A new whitepaper, The evolution of HIV treatments: From PrEP to vaccines, where we are today and what’s next, has been published by ICON plc, a leading global contract research organization, explaining the challenges and exploring the solutions to ending the AIDS epidemic.
Despite the ambitious 2020 goals set by UNAIDS 90-90-90 not being reached, the whitepaper explores innovative HIV treatments – from preventative to curative – that are just around the corner and key to the success in eradicating the HIV epidemic that has killed more than 39 million people worldwide.
The aims of the UNAIDS 90-90-90 agenda were:
- 90% of all people living with HIV will know their HIV status.
- 90% of all people with diagnosed HIV infection will receive sustained antiretroviral therapy.

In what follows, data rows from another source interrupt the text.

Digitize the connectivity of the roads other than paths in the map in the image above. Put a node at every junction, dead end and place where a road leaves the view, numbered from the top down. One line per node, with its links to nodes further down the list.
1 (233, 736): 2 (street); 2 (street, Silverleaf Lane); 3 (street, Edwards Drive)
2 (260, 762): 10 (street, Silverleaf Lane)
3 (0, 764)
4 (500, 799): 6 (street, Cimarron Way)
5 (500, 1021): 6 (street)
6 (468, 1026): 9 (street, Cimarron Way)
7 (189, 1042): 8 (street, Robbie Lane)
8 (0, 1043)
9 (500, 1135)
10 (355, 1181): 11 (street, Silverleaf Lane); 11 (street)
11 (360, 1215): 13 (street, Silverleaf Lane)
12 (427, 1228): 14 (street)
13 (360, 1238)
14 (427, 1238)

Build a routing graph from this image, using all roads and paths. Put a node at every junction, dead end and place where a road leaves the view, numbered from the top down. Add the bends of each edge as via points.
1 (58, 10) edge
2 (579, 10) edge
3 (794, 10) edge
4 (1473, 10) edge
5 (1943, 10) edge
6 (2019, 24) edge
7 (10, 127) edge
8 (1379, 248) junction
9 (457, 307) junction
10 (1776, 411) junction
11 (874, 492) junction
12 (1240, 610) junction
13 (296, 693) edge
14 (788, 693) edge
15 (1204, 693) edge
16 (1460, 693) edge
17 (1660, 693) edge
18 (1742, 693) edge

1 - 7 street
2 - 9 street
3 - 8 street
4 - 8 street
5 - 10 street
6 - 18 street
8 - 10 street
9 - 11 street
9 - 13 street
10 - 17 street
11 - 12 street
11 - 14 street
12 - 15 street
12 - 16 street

- 90% of all people receiving antiretroviral therapy will have viral suppression.
ICON has run clinical trials for many ground-breaking treatments in HIV, including PrEP (pre-exposure prophylaxis), and new types of ‘mosaic’-based vaccines – molecules capable of inducing an immune response to a wide variety of strains of HIV.

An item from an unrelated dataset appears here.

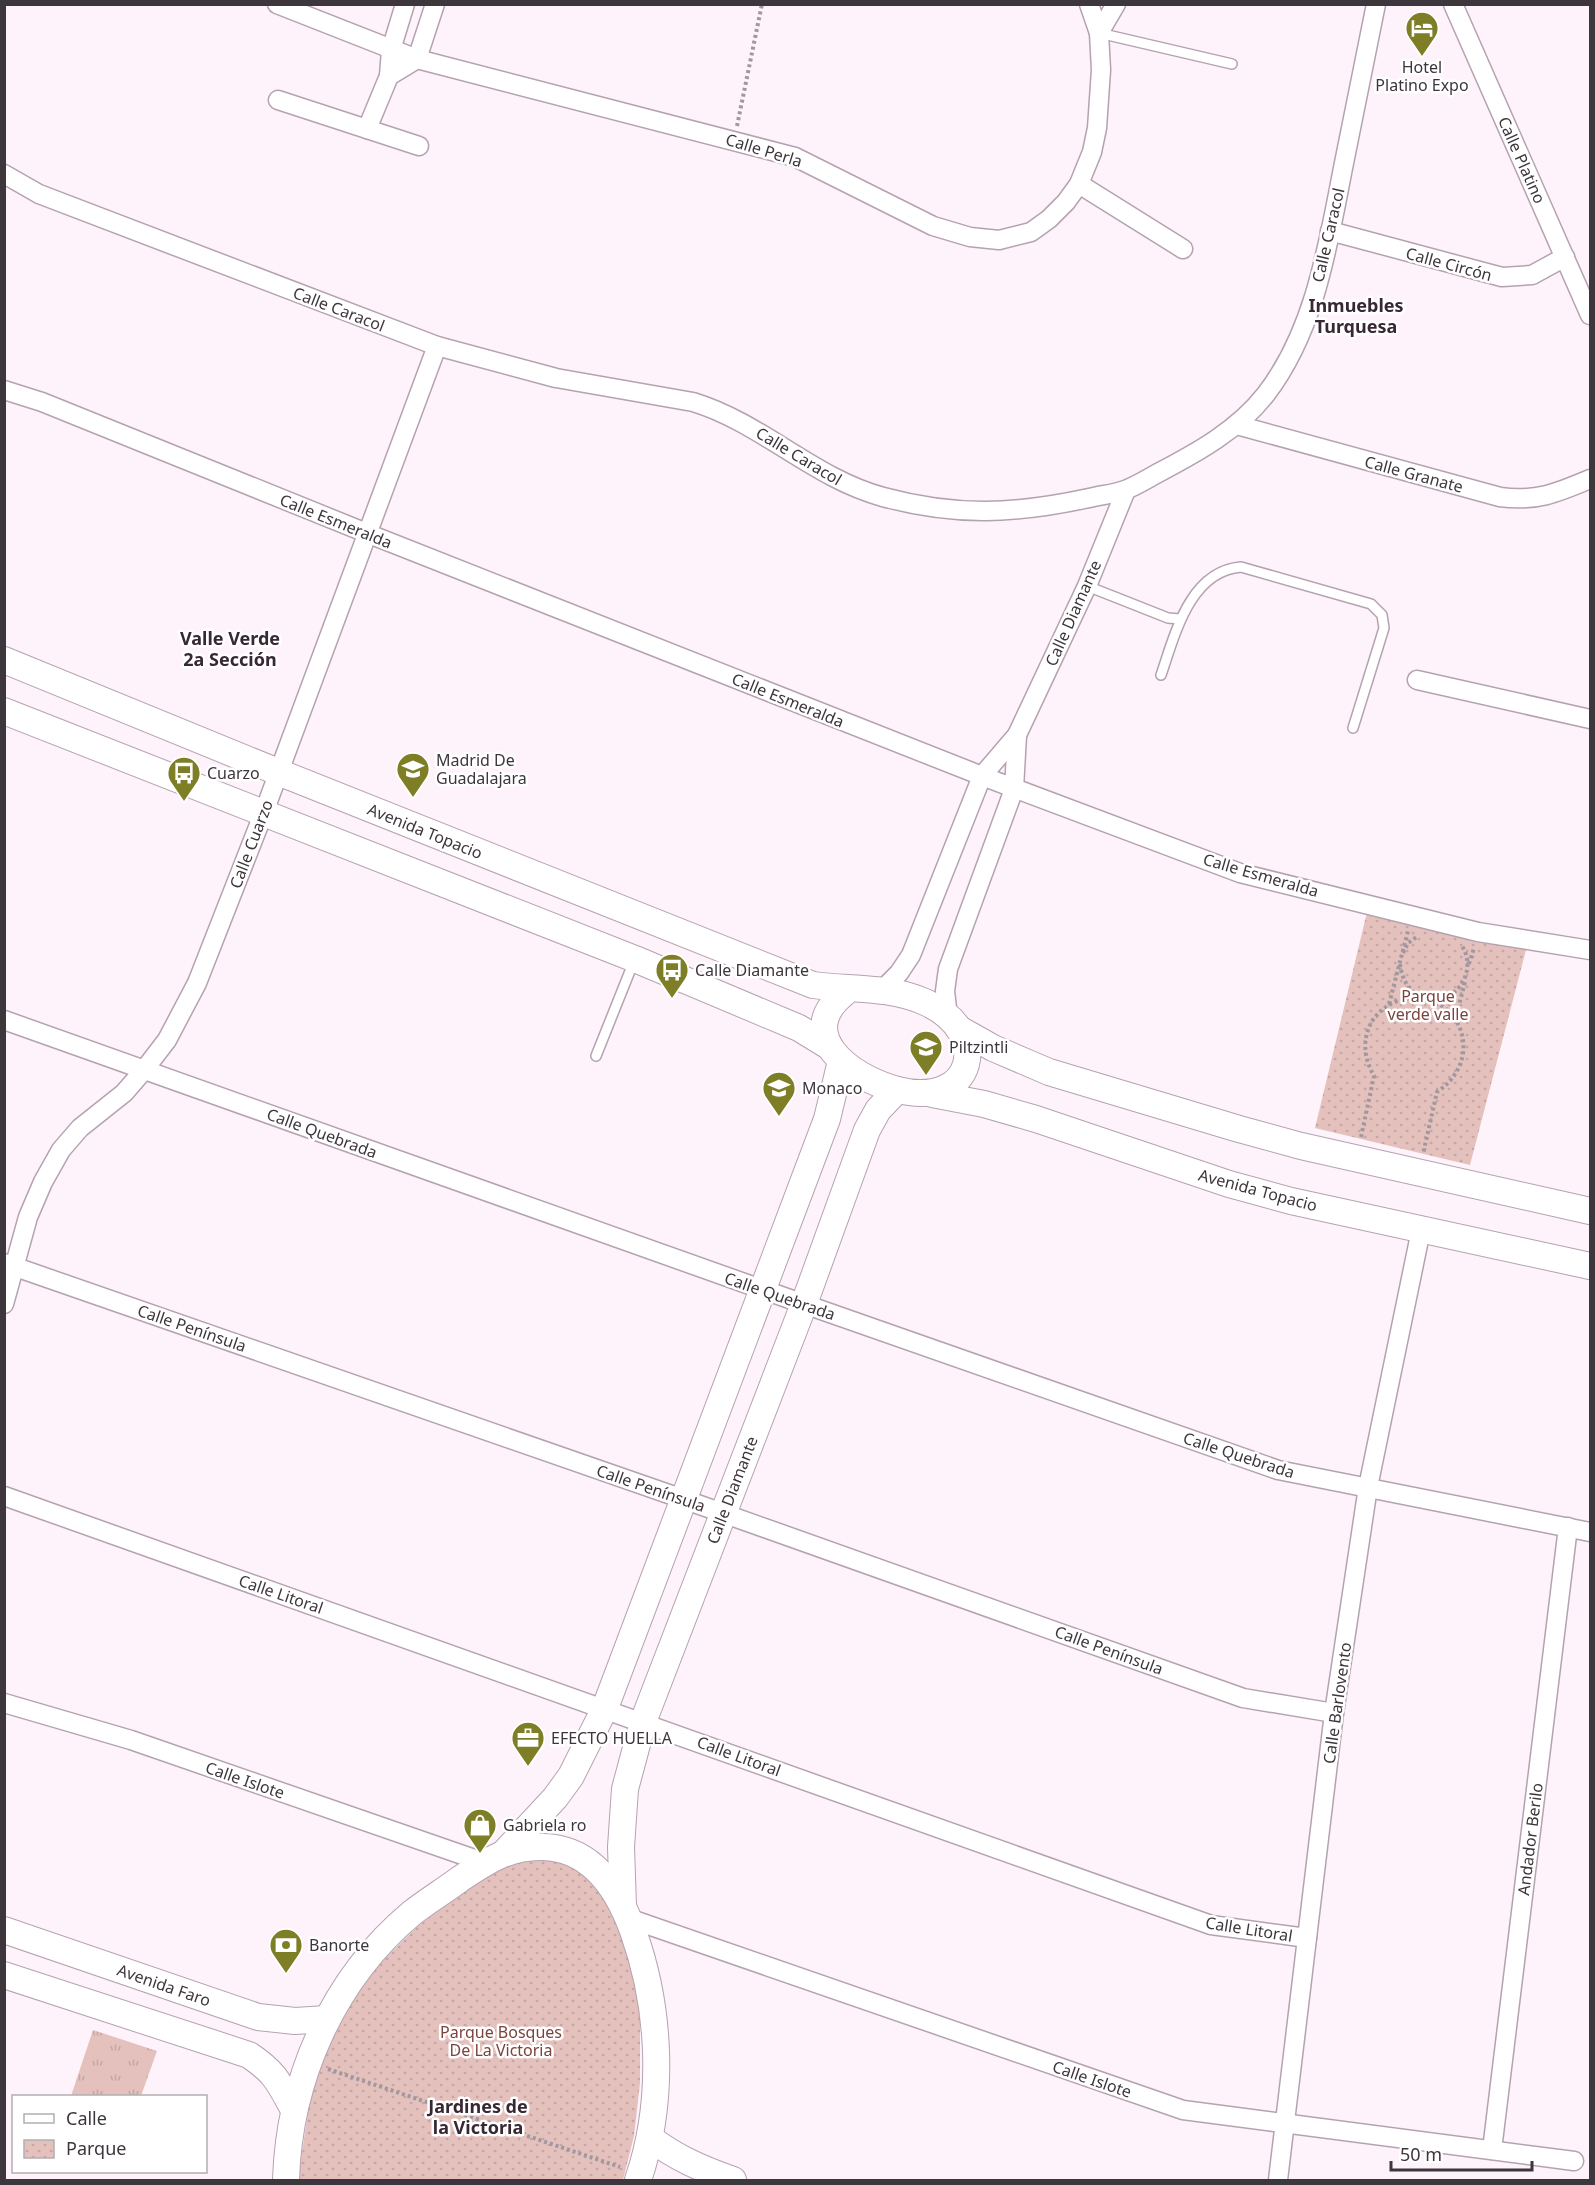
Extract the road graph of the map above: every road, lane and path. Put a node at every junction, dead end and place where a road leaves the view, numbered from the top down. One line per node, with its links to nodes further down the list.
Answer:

Other innovative approaches that ICON has been at the centre of include a new investigational vaccine that administers messenger RNA (mRNA) that ‘injects’ instructions for making viral proteins to stimulate an immune response.

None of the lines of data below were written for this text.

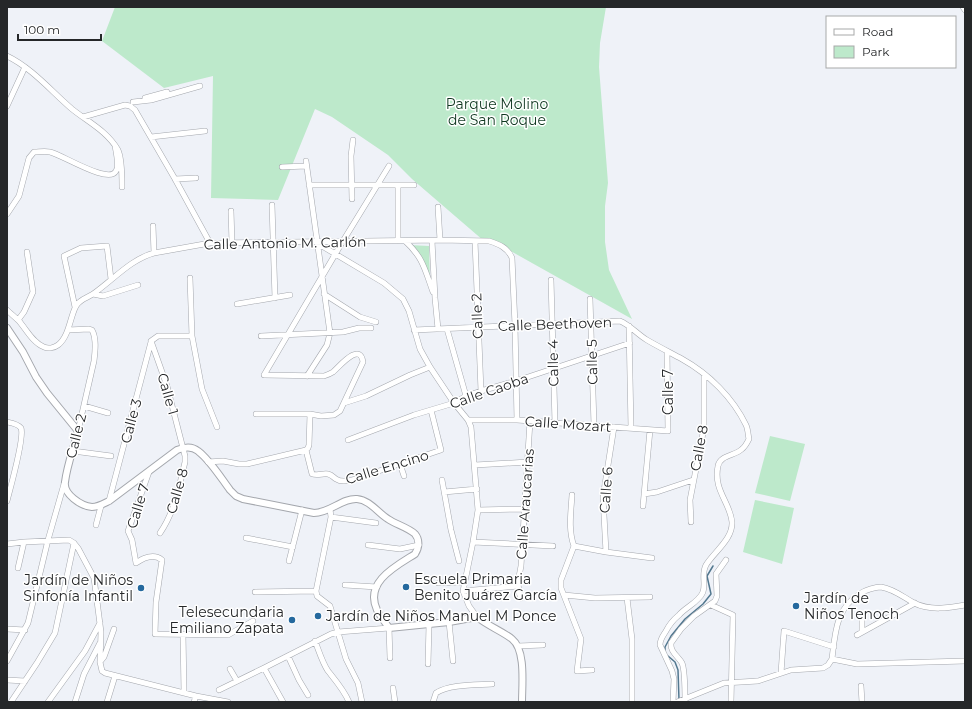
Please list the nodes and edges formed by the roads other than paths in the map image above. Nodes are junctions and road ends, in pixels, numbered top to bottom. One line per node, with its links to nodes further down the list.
1 (963, 7): 2 (street)
2 (965, 10)
3 (7, 56): 4 (street)
4 (25, 67): 8 (street); 9 (street)
5 (200, 86): 7 (street)
6 (167, 92): 7 (street)
7 (132, 104): 9 (street); 11 (street)
8 (7, 106)
9 (83, 117): 13 (street)
10 (205, 131): 11 (street)
11 (151, 137): 17 (street)
12 (353, 140): 19 (street)
13 (115, 146): 23 (street); 28 (street)
14 (389, 166): 20 (street)
15 (282, 167): 18 (street)
16 (196, 178): 17 (street)
17 (175, 179): 38 (street)
18 (309, 185): 19 (street); 37 (street)
19 (351, 185): 20 (street); 24 (street)
20 (378, 185): 21 (street); 32 (street)
21 (398, 185): 22 (street); 33 (street)
22 (414, 185)
23 (122, 186)
24 (352, 199)
25 (272, 205): 36 (street)
26 (438, 207): 31 (street)
27 (231, 211): 39 (street)
28 (7, 214)
29 (153, 226): 41 (street)
30 (432, 240): 31 (street, Calle Antonio M. Carlón); 34 (street, Calle Antonio M. Carlón); 52 (street)
31 (440, 240): 35 (street, Calle Antonio M. Carlón)
32 (343, 241): 33 (street, Calle Antonio M. Carlón); 37 (street, Calle Antonio M. Carlón); 42 (street)
33 (398, 241): 34 (street, Calle Antonio M. Carlón)
34 (405, 241): 52 (street)
35 (474, 241): 61 (street, Calle Antonio M. Carlón); 63 (street, Calle 2)
36 (273, 242): 37 (street, Calle Antonio M. Carlón); 39 (street, Calle Antonio M. Carlón); 51 (street)
37 (316, 242): 42 (street); 43 (street)
38 (210, 243): 39 (street, Calle Antonio M. Carlón); 41 (street, Calle Antonio M. Carlón)
39 (232, 243)
40 (27, 252): 57 (street)
41 (154, 253): 44 (street, Calle Antonio M. Carlón)
42 (336, 253): 43 (street); 69 (street)
43 (322, 277): 49 (street); 71 (street)
44 (111, 278): 48 (street, Calle Antonio M. Carlón); 55 (street)
45 (190, 278): 72 (street)
46 (551, 280): 60 (street, Calle 4)
47 (138, 285): 48 (street)
48 (93, 294): 55 (street, Calle Antonio M. Carlón)
49 (324, 294): 58 (street); 70 (street)
50 (290, 295): 51 (street)
51 (275, 298): 54 (street)
52 (435, 298): 66 (street)
53 (590, 299): 59 (street, Calle 5)
54 (237, 304)
55 (75, 307): 68 (street)
56 (7, 310): 57 (street)
57 (18, 320): 68 (street)
58 (376, 322)
59 (591, 322): 60 (street, Calle Beethoven); 62 (street, Calle Beethoven); 77 (street, Calle 5)
60 (552, 324): 61 (street, Calle Beethoven); 79 (street, Calle 4)
61 (515, 325): 63 (street, Calle Beethoven); 82 (street)
62 (629, 326): 75 (street); 76 (street, Calle Beethoven)
63 (478, 327): 67 (street, Calle Beethoven); 83 (street, Calle 2)
64 (7, 328): 102 (street)
65 (371, 328): 70 (street)
66 (438, 329): 67 (street, Calle Beethoven); 69 (street, Calle Beethoven)
67 (447, 329): 84 (street)
68 (68, 330): 87 (street, Calle 2)
69 (414, 330): 78 (street)
70 (330, 333): 71 (street); 81 (street)
71 (288, 334): 73 (street); 81 (street)
72 (192, 336): 74 (street); 98 (street)
73 (261, 336)
74 (151, 341): 105 (street, Calle 1); 123 (street, Calle 3)
75 (630, 343): 77 (street, Calle Caoba); 100 (street)
76 (667, 352): 80 (street, Calle Beethoven); 103 (street, Calle 7)
77 (592, 355): 79 (street, Calle Caoba); 97 (street, Calle 5)
78 (430, 367): 85 (street); 86 (street)
79 (554, 369): 82 (street, Calle Caoba); 96 (street, Calle 4)
80 (704, 374): 116 (street, Calle 8); 225 (street, Calle Beethoven)
81 (307, 376): 85 (street)
82 (516, 381): 83 (street, Calle Caoba); 93 (street)
83 (481, 391): 84 (street, Calle Caoba)
84 (466, 396): 86 (street, Calle Caoba)
85 (344, 403): 91 (street)
86 (454, 403): 88 (street, Calle Caoba); 92 (street)
87 (84, 406): 89 (street); 102 (street, Calle 2)
88 (431, 410): 104 (street, Calle Caoba); 111 (street, Calle Encino)
89 (108, 413)
90 (256, 414): 91 (street)
91 (310, 414): 106 (street)
92 (468, 420): 93 (street, Calle Mozart); 112 (street)
93 (517, 420): 94 (street, Calle Mozart)
94 (530, 421): 96 (street, Calle Mozart); 110 (street, Calle Araucarias)
95 (7, 422): 122 (street)
96 (555, 423): 97 (street, Calle Mozart)
97 (594, 425): 99 (street, Calle Mozart)
98 (217, 427)
99 (614, 427): 100 (street, Calle Mozart); 147 (street, Calle 6)
100 (631, 428): 101 (street, Calle Mozart)
101 (650, 430): 103 (street, Calle Mozart); 120 (street, Calle 7)
102 (78, 431): 107 (street, Calle 2)
103 (668, 431)
104 (348, 440)
105 (183, 448): 109 (street); 113 (street); 134 (street, Calle 8)
106 (307, 449): 109 (street); 111 (street, Calle Encino)
107 (73, 451): 108 (street); 117 (street, Calle 2)
108 (111, 456)
109 (208, 462): 128 (street)
110 (528, 462): 112 (street); 127 (street, Calle Araucarias)
111 (400, 464): 114 (street)
112 (475, 465): 118 (street)
113 (149, 472): 123 (street); 180 (street, Calle 7)
114 (404, 476)
115 (442, 480): 119 (street)
116 (693, 480): 120 (street); 131 (street, Calle 8)
117 (64, 484): 124 (street); 136 (street, Calle 2)
118 (477, 489): 119 (street); 129 (street)
119 (444, 492): 151 (street)
120 (644, 494): 125 (street, Calle 7)
121 (572, 495): 145 (street)
122 (7, 501)
123 (109, 501): 124 (street)
124 (101, 506): 133 (street)
125 (643, 506)
126 (330, 509): 128 (street); 130 (street); 142 (street)
127 (525, 509): 129 (street); 143 (street, Calle Araucarias)
128 (302, 510): 146 (street)
129 (478, 510): 138 (street)
130 (331, 517): 132 (street); 158 (street)
131 (691, 522)
132 (376, 523)
133 (96, 525)
134 (160, 533)
135 (246, 538): 146 (street)
136 (48, 540): 137 (street); 139 (street); 177 (street, Calle 2)
137 (24, 542): 140 (street); 152 (street)
138 (473, 542): 143 (street); 153 (street)
139 (74, 543): 171 (street); 201 (street)
140 (7, 544)
141 (368, 545): 142 (street)
142 (419, 545): 157 (street)
143 (522, 545): 144 (street); 156 (street, Calle Araucarias)
144 (553, 546)
145 (574, 546): 147 (street); 161 (street)
146 (293, 547): 150 (street)
147 (606, 552): 148 (street)
148 (652, 558)
149 (726, 560): 166 (street)
150 (289, 561)
151 (459, 561)
152 (18, 568)
153 (464, 582): 154 (street); 159 (street)
154 (438, 583)
155 (345, 586): 157 (street)
156 (518, 586): 159 (street); 163 (street)
157 (377, 587): 174 (street)
158 (316, 591): 160 (street); 178 (street)
159 (463, 591): 168 (street)
160 (255, 592)
161 (564, 595): 164 (street); 197 (street)
162 (650, 597): 164 (street)
163 (521, 598)
164 (627, 598): 224 (street)
165 (915, 603): 167 (street); 179 (street); 186 (street)
166 (710, 605): 203 (street); 211 (street)
167 (965, 605)
168 (477, 617): 172 (street); 185 (street)
169 (862, 620): 179 (street)
170 (253, 621): 180 (street)
171 (100, 622): 182 (street); 213 (street)
172 (448, 622): 173 (street); 190 (street)
173 (429, 625): 174 (street); 194 (street)
174 (389, 628): 178 (street); 188 (street)
175 (7, 629): 177 (street)
176 (114, 629): 193 (street)
177 (25, 630): 191 (street, Calle 2)
178 (338, 632): 183 (street); 220 (street)
179 (862, 632): 181 (street)
180 (184, 634): 208 (street)
181 (857, 635)
182 (101, 640): 193 (street); 214 (street)
183 (315, 641): 187 (street); 219 (street)
184 (543, 645): 185 (street)
185 (518, 646): 223 (street)
186 (834, 647): 189 (street); 198 (street)
187 (288, 656): 195 (street); 209 (street)
188 (390, 658)
189 (832, 659): 192 (street); 198 (street)
190 (453, 660)
191 (7, 661)
192 (965, 661)
193 (100, 662): 199 (street)
194 (428, 664)
195 (264, 668): 202 (street); 218 (street)
196 (230, 669): 202 (street)
197 (592, 670)
198 (781, 673): 203 (street)
199 (115, 676): 208 (street); 215 (street)
200 (7, 680): 201 (street)
201 (26, 681): 212 (street)
202 (237, 681): 207 (street)
203 (731, 682): 211 (street); 226 (street)
204 (492, 684): 222 (street)
205 (861, 686): 227 (street)
206 (393, 688): 221 (street)
207 (219, 690)
208 (184, 692): 210 (street)
209 (308, 695)
210 (196, 696): 216 (street); 217 (street)
211 (682, 701)
212 (11, 702)
213 (48, 702)
214 (75, 702)
215 (107, 702)
216 (194, 702)
217 (224, 702)
218 (283, 702)
219 (349, 702)
220 (362, 702)
221 (395, 702)
222 (433, 702)
223 (522, 702)
224 (632, 702)
225 (673, 702)
226 (731, 702)
227 (862, 702)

Running HIV trials requires new and creative approaches, to combat stigma and reflect the diverse cultural, lifestyle and biological circumstances that influence individual decision-making around the use of HIV prevention strategies.
Examples include programmes using digital technologies already embedded in people’s lives. In sub-Saharan countries, clinical trials have used text messaging to engage women in HIV prevention treatment. In the U.S. P3 (Prepared, Protected, emPowered), an interactive smartphone app used game mechanics and social networking features to improve PrEP adherence, retention in PrEP clinical care, and PrEP persistence among young men who have sex with men and young trans women who have sex with men, ages 16-24.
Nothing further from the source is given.